Cada peso desviado, cada proyecto fallido, cada contrato fraudulento, no solo alimentó la corrupción: debilitó aún más la ya frágil presencia del Estado en los lugares donde más se lo necesita.

Hace unos días, el Observatorio de Crimen Organizado y Terrorismo de la Universidad Andrés Bello presentó un informe que realiza un balance de la seguridad pública en Chile, durante el período 2014-2024. Entre muchos datos relevantes, el documento muestra que, en la última década, los homicidios en el país aumentaron un 86%, los secuestros crecieron un 74% y las extorsiones pasaron de cuatro a 303 casos. Las alzas son muy significativas, y probablemente las cifras reales de extorsiones y secuestros sean aún mayores, ya que el informe solo considera los casos denunciados ante las autoridades oficiales. Durante estos años, el gobierno ha tendido a restarle importancia a este problema, insistiendo en que estamos mucho mejor que el resto de América Latina. Y en parte esto es cierto: si nos comparamos con Ecuador, México o algunas zonas de Perú, nuestra situación es objetivamente mejor. Sin embargo, si nos comparamos con nuestras propias cifras históricas —siendo ese el verdadero punto de referencia—, estamos muy lejos de estar bien.
El excelente libro publicado hace algunas semanas por el periodista Carlos Basso, “Nuestro pedacito de cielo: el nuevo crimen organizado en Chile”, muestra de forma trágica y brutal por qué estas cifras son tales. Basso realiza una investigación detallada sobre cómo ha cambiado el mapa criminal chileno en los últimos años y cómo múltiples bandas nacionales y extranjeras han iniciado dinámicas de control criminal predatorio, en las que buscan dominar prácticamente todo lo que ocurre en un territorio, reemplazando no solo al Estado, sino también al mundo privado. Bandas que se adueñan de amplias extensiones de terrenos, los lotean, y ofrecen servicios como luz, agua y seguridad a cambio de dinero y de la sumisión a sus propias reglas. Son casi verdaderas ciudades, con leyes propias y sistemas de justicia paralelos, donde el Estado, tal como lo conocemos, no logra entrar.

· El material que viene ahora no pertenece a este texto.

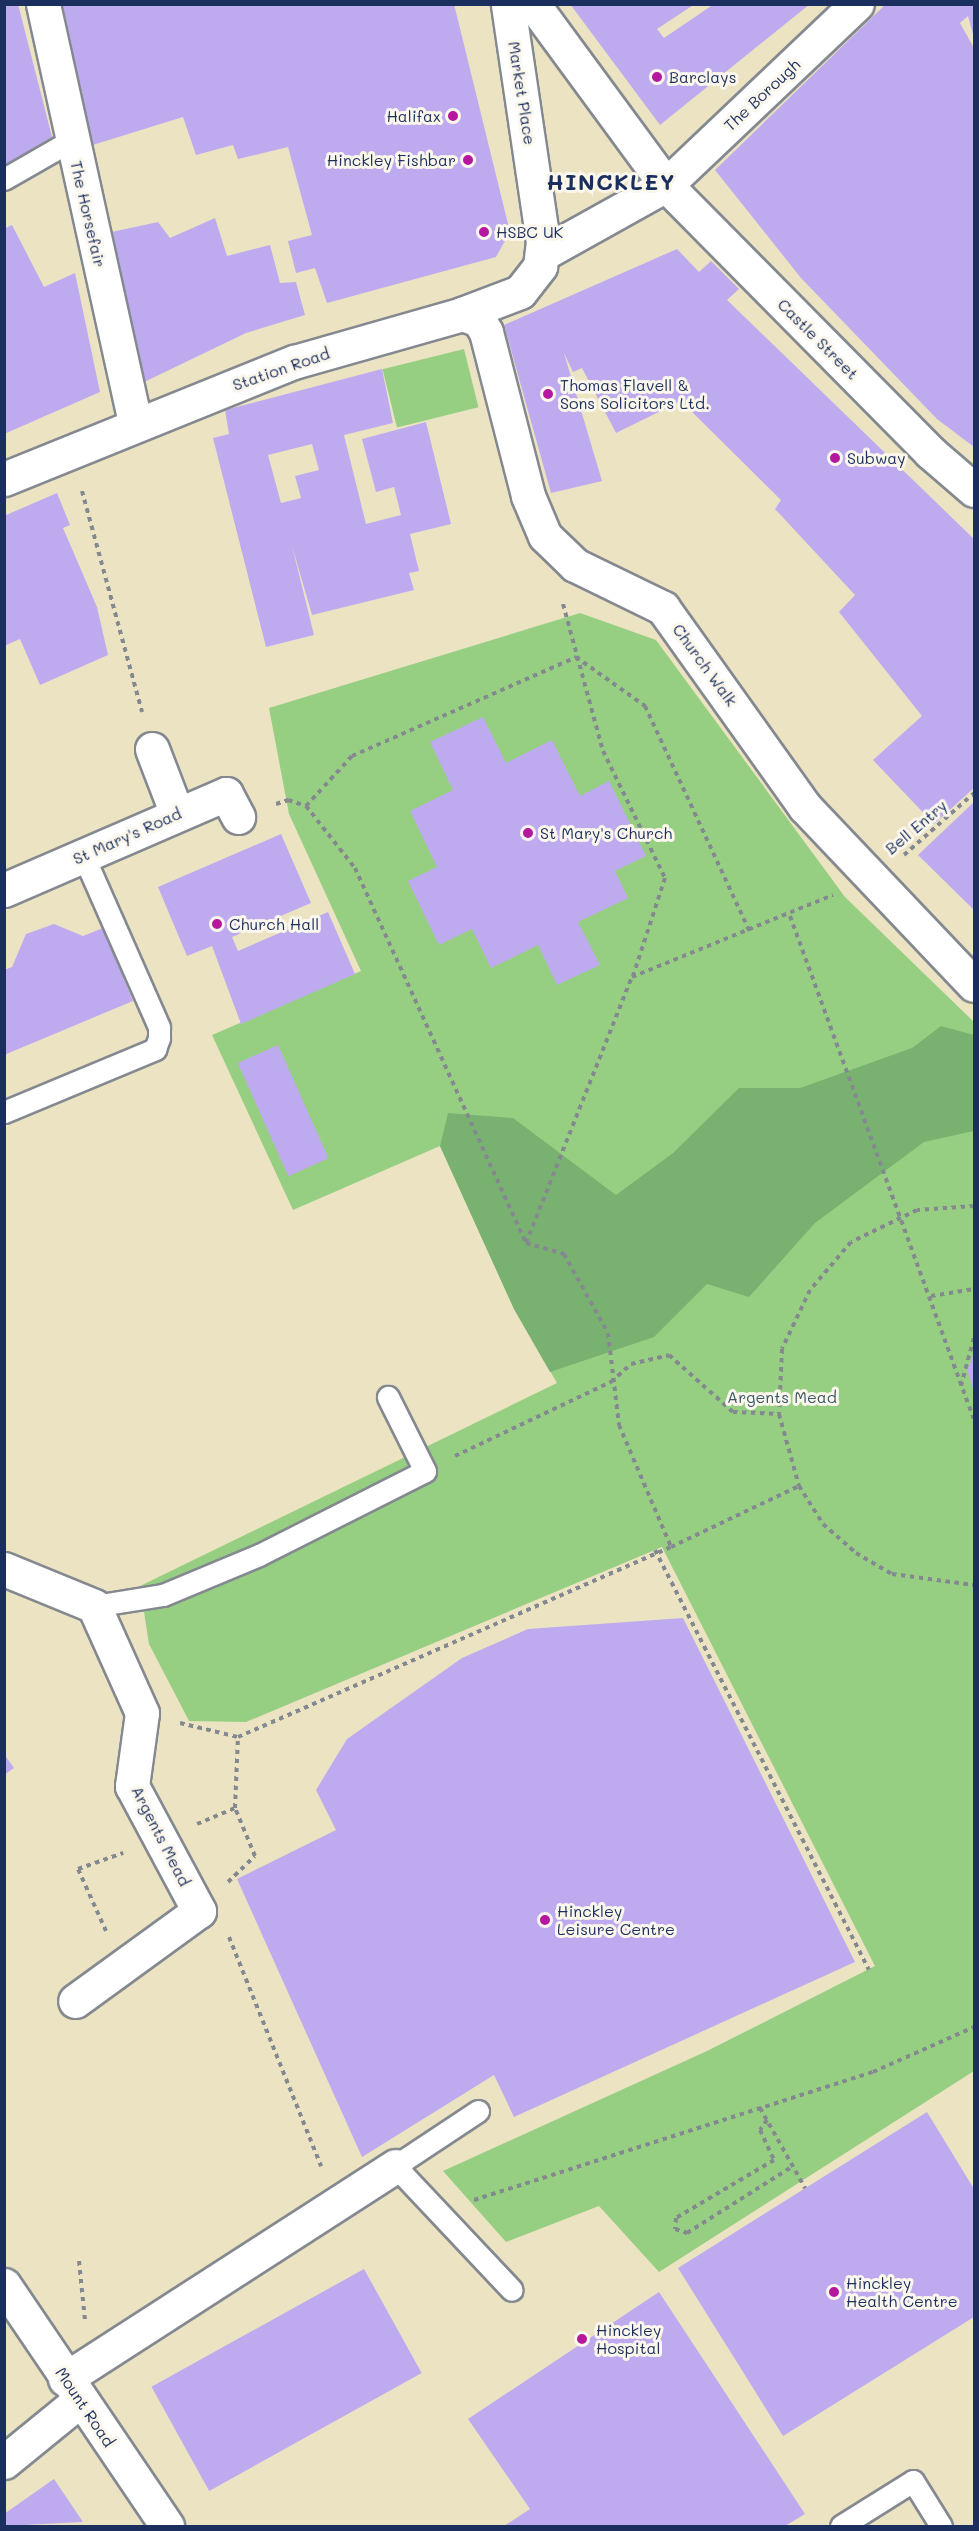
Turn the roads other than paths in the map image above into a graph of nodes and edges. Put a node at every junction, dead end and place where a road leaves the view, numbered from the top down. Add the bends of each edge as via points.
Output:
1 (43, 4) edge
2 (508, 4) edge
3 (533, 4) edge
4 (857, 4) edge
5 (72, 140) junction
6 (4, 179) edge
7 (666, 185) junction
8 (542, 254) junction
9 (462, 314) junction
10 (135, 423) junction
11 (4, 479) edge
12 (975, 490) edge
13 (152, 749) road end
14 (177, 814) junction
15 (238, 817) dead end
16 (83, 855) junction
17 (4, 890) edge
18 (975, 985) edge
19 (4, 1112) edge
20 (388, 1397) dead end
21 (4, 1569) edge
22 (94, 1606) junction
23 (75, 2001) dead end
24 (478, 2111) dead end
25 (395, 2166) junction
26 (4, 2286) edge
27 (512, 2290) dead end
28 (78, 2380) junction
29 (4, 2462) edge
30 (167, 2526) edge
31 (841, 2526) edge
32 (941, 2526) edge

1 - 5 street, The Horsefair
2 - 8 street, Market Place
3 - 7 street, Castle Street
4 - 7 street, The Borough
5 - 6 lane
5 - 10 street, The Horsefair
7 - 8 street, The Borough
7 - 12 street, Castle Street via 930,452
8 - 9 street, Station Road via 534,276 520,292
9 - 10 street, Station Road via 294,362
9 - 18 street, Church Walk via 478,320 486,332 528,496 545,536 575,565 663,608 805,807
10 - 11 street, Station Road
13 - 14 street
14 - 15 street, St Mary's Road via 226,794
14 - 16 street, St Mary's Road
16 - 17 street, St Mary's Road
16 - 19 lane via 159,1028 159,1038 155,1049
20 - 22 lane via 425,1471 259,1555 163,1596
21 - 22 street
22 - 23 street, Argents Mead via 142,1713 132,1786 199,1911
24 - 25 lane
25 - 27 lane via 436,2214
25 - 28 street via 336,2201
26 - 28 street, Mount Road
28 - 29 street
28 - 30 street, Mount Road
31 - 32 lane via 913,2481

Esta situación se vuelve aún más dramática si consideramos el aumento de campamentos y tomas de terrenos en los últimos años. De acuerdo con cifras de la Fundación Piensa, entre 2022 y 2024 se formaron 118 nuevos campamentos sólo en la región de Valparaíso. Un catastro del MINVU muestra que, desde 2022, las tomas de terreno han crecido un 31,3% a nivel nacional. La última medición de Techo-Chile muestra que más de 120.000 familias viven en 1.428 asentamientos, la cifra más alta desde 1996. Estos espacios son tierra fértil para el crimen organizado: están repletos de población vulnerable, el aparato estatal casi no llega y rige la ley del más violento. Eso permite a las bandas ejercer, de forma cada vez más fácil, el control predatorio que describe Basso, sometiendo a las personas a su poder casi absoluto.
La favelización de Chile no es un escenario lejano ni una exageración sin fundamento en la realidad. De no hacernos cargo, es perfectamente posible que estos bolsones de pobreza y marginación se arraiguen en nuestras ciudades junto con las bandas que los controlan, como ya ocurre en otras partes del continente. Todo indica, de hecho, que este escenario es más probable que una erradicación o una solución efectiva al problema del aumento de los campamentos.

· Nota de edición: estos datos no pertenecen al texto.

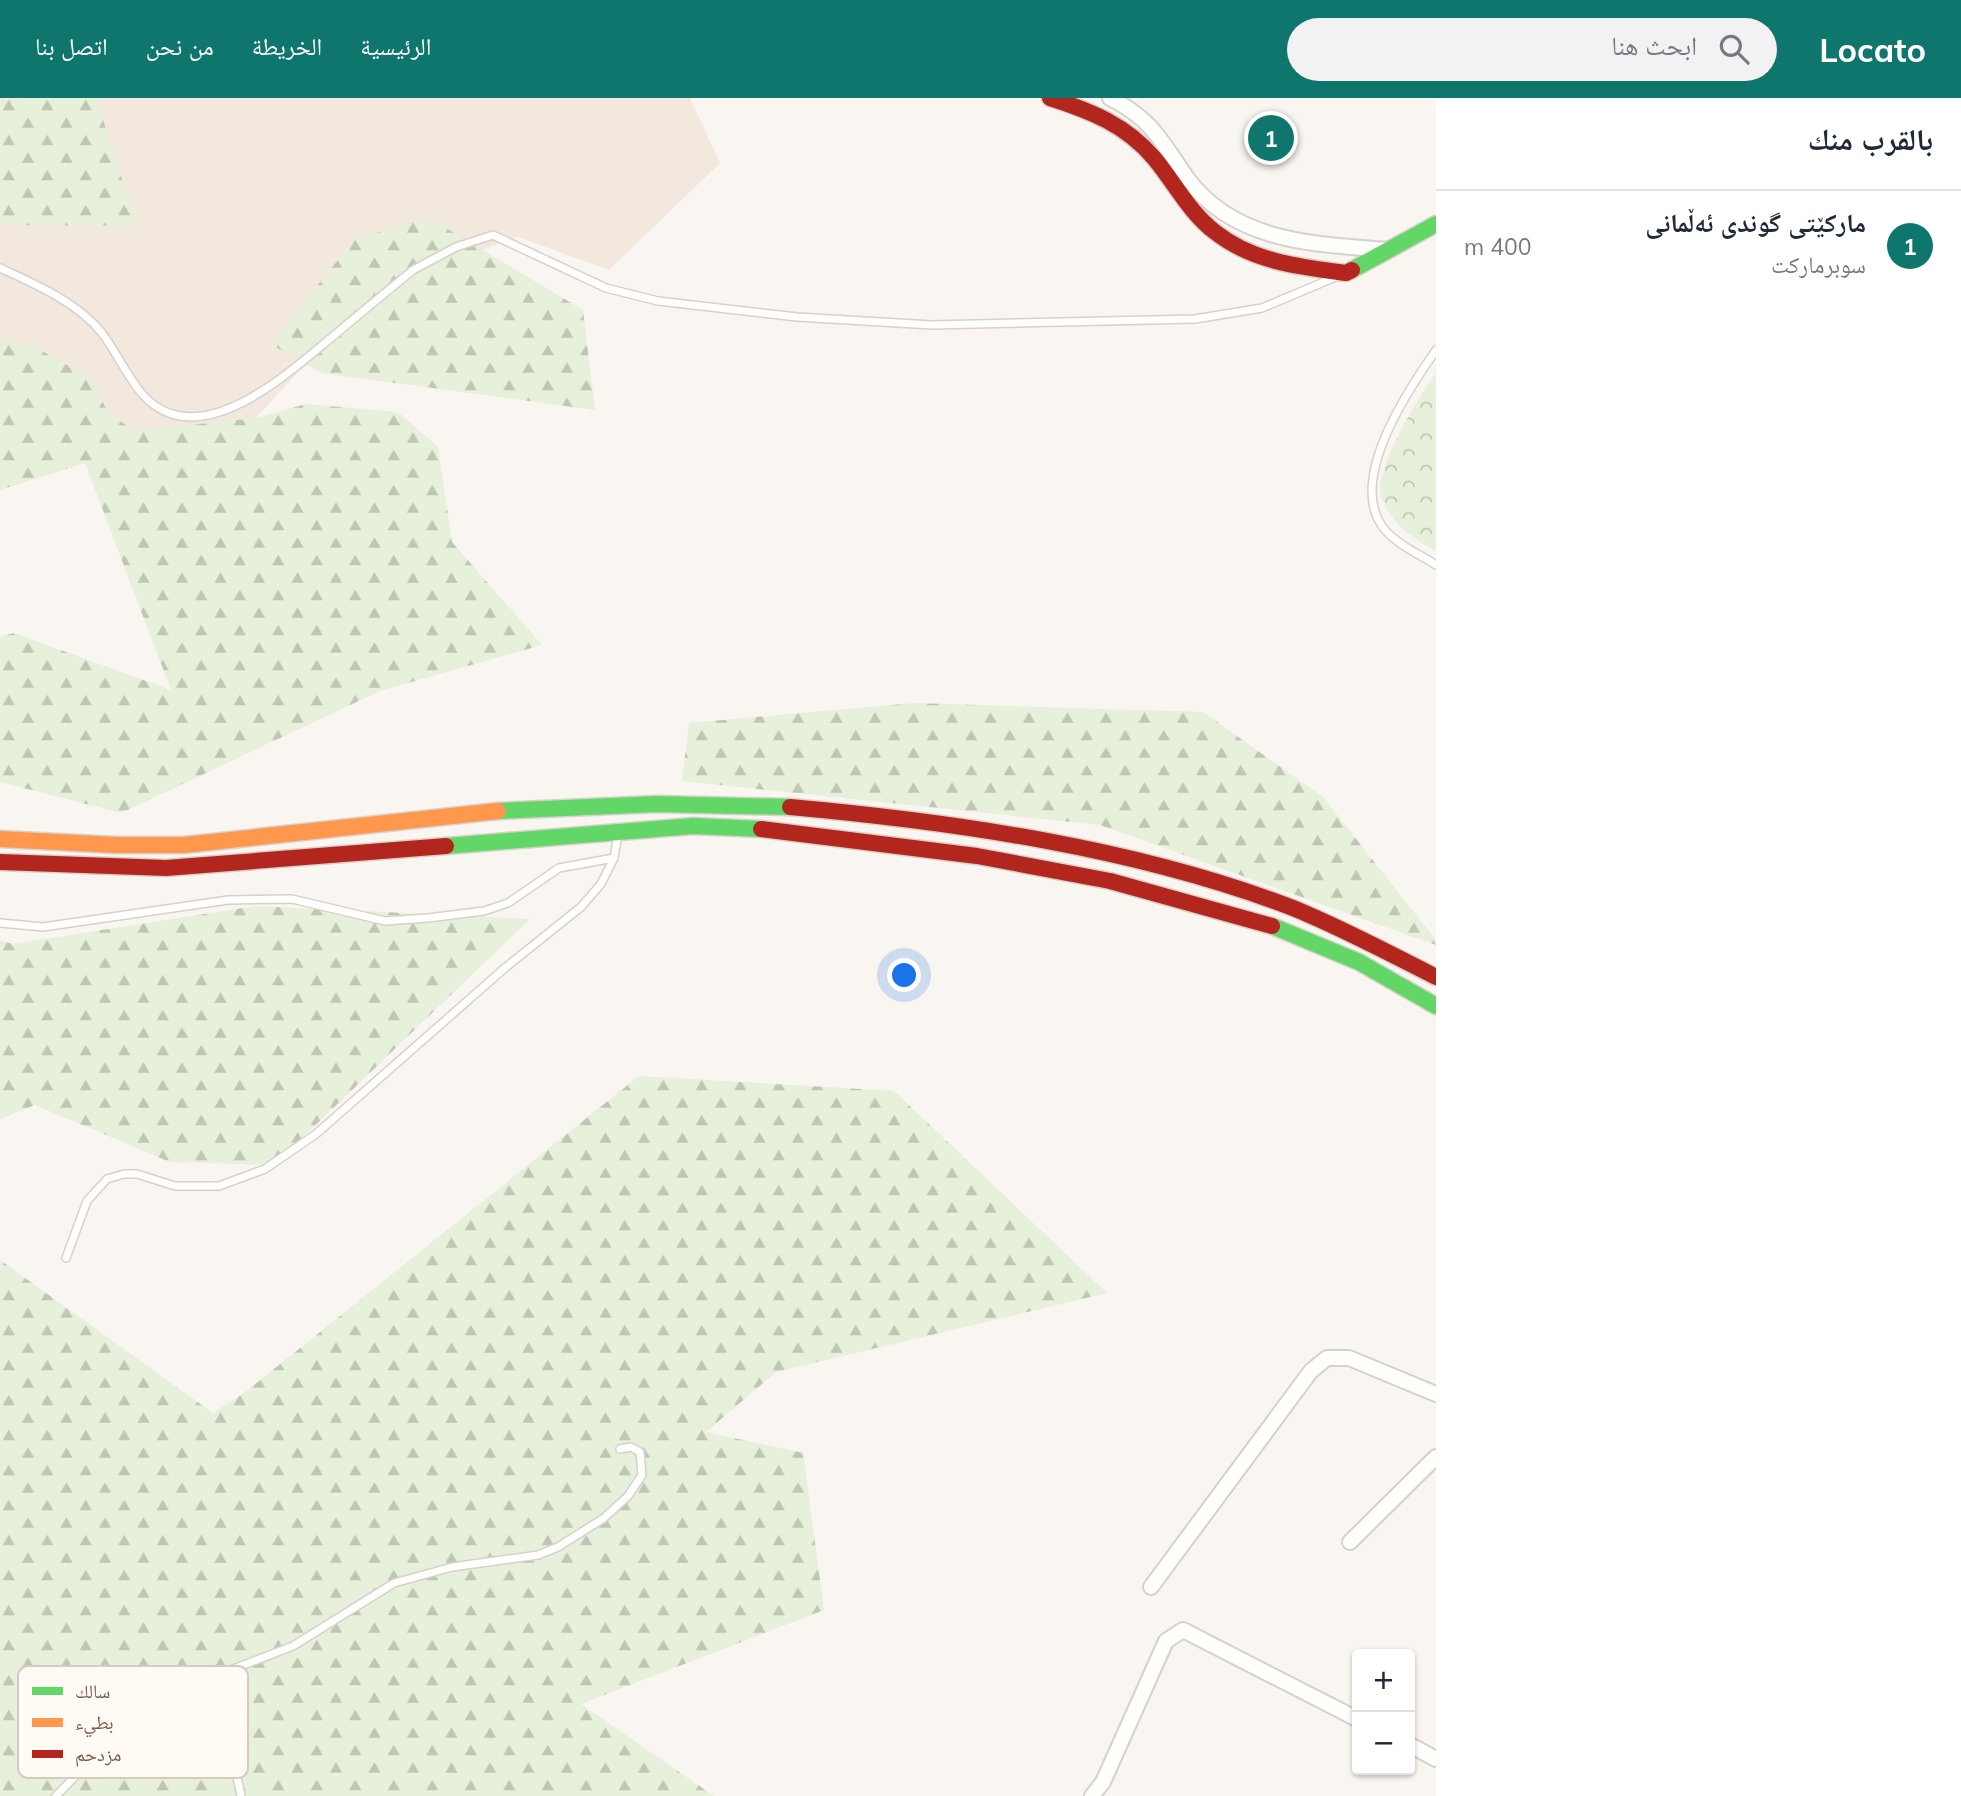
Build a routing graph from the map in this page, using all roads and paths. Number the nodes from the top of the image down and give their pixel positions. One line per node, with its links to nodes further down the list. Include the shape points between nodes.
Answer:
1 (1050, 98): 6 (main road, via 1096,113 1125,130 1154,158 1195,214 1217,233 1257,256)
2 (1111, 98): 4 (street, via 1140,115 1158,133 1189,180 1243,225 1299,242)
3 (1436, 224): 4 (main road)
4 (1388, 250): 6 (main road)
5 (0, 268): 6 (lane, via 49,292 89,320 148,400 165,411 191,416 232,407 262,394 413,270 485,236 501,238 606,288 658,301 797,317 932,325 1205,318 1262,308)
6 (1346, 273)
7 (1436, 350): 8 (lane, via 1404,396 1372,483 1373,505 1386,531)
8 (1436, 565)
9 (619, 830): 11 (lane); 12 (main road, via 166,868); 15 (main road, via 693,825 792,831 977,856 1110,881 1254,919 1359,962)
10 (0, 839): 14 (main road, via 180,846 522,809 700,804 791,807 1002,836 1173,871 1272,901)
11 (614, 858): 13 (lane, via 559,868 508,903 484,911 428,918 385,922 292,899 228,900 43,927); 16 (lane, via 601,884 581,907 316,1134 265,1169 219,1186 174,1186 137,1174 107,1179 87,1201)
12 (0, 862)
13 (0, 923)
14 (1436, 977)
15 (1436, 1006)
16 (66, 1258)
17 (1436, 1394): 21 (street, via 1349,1358 1327,1358 1311,1371)
18 (620, 1449): 22 (lane, via 631,1447 640,1452 644,1466 639,1480 604,1518 558,1547 538,1555 440,1570 394,1583 293,1646)
19 (1436, 1457): 20 (street)
20 (1350, 1542)
21 (1151, 1587)
22 (239, 1666)
23 (1352, 1715): 30 (street, via 1183,1630 1166,1641 1103,1782)
24 (1415, 1748): 25 (street)
25 (1436, 1759)
26 (73, 1778): 28 (lane)
27 (236, 1778): 29 (lane)
28 (56, 1796)
29 (241, 1796)
30 (1092, 1796)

Y en este contexto, el escándalo de las fundaciones ligadas al MINVU (como Democracia Viva) resulta no solo indignante, sino obsceno. Mientras el crimen organizado avanza y el Estado retrocede, vimos a Catalina Pérez, Daniel Andrade o Alberto Larraín prometer una nueva forma de hacer política, solo para terminar enriquecidos a costa de los más vulnerables. Cada peso desviado, cada proyecto fallido, cada contrato fraudulento, no solo alimentó la corrupción: debilitó aún más la ya frágil presencia del Estado en los lugares donde más se lo necesita. Y ese vacío no queda impune: lo ocupan las bandas, lo ocupa la violencia, lo ocupa el miedo. El crimen organizado crece a costa de los más pobres y marginados de la sociedad, esos mismos que la generación moralmente superior en teoría venía a salvar y terminó -literalmente- defraudando.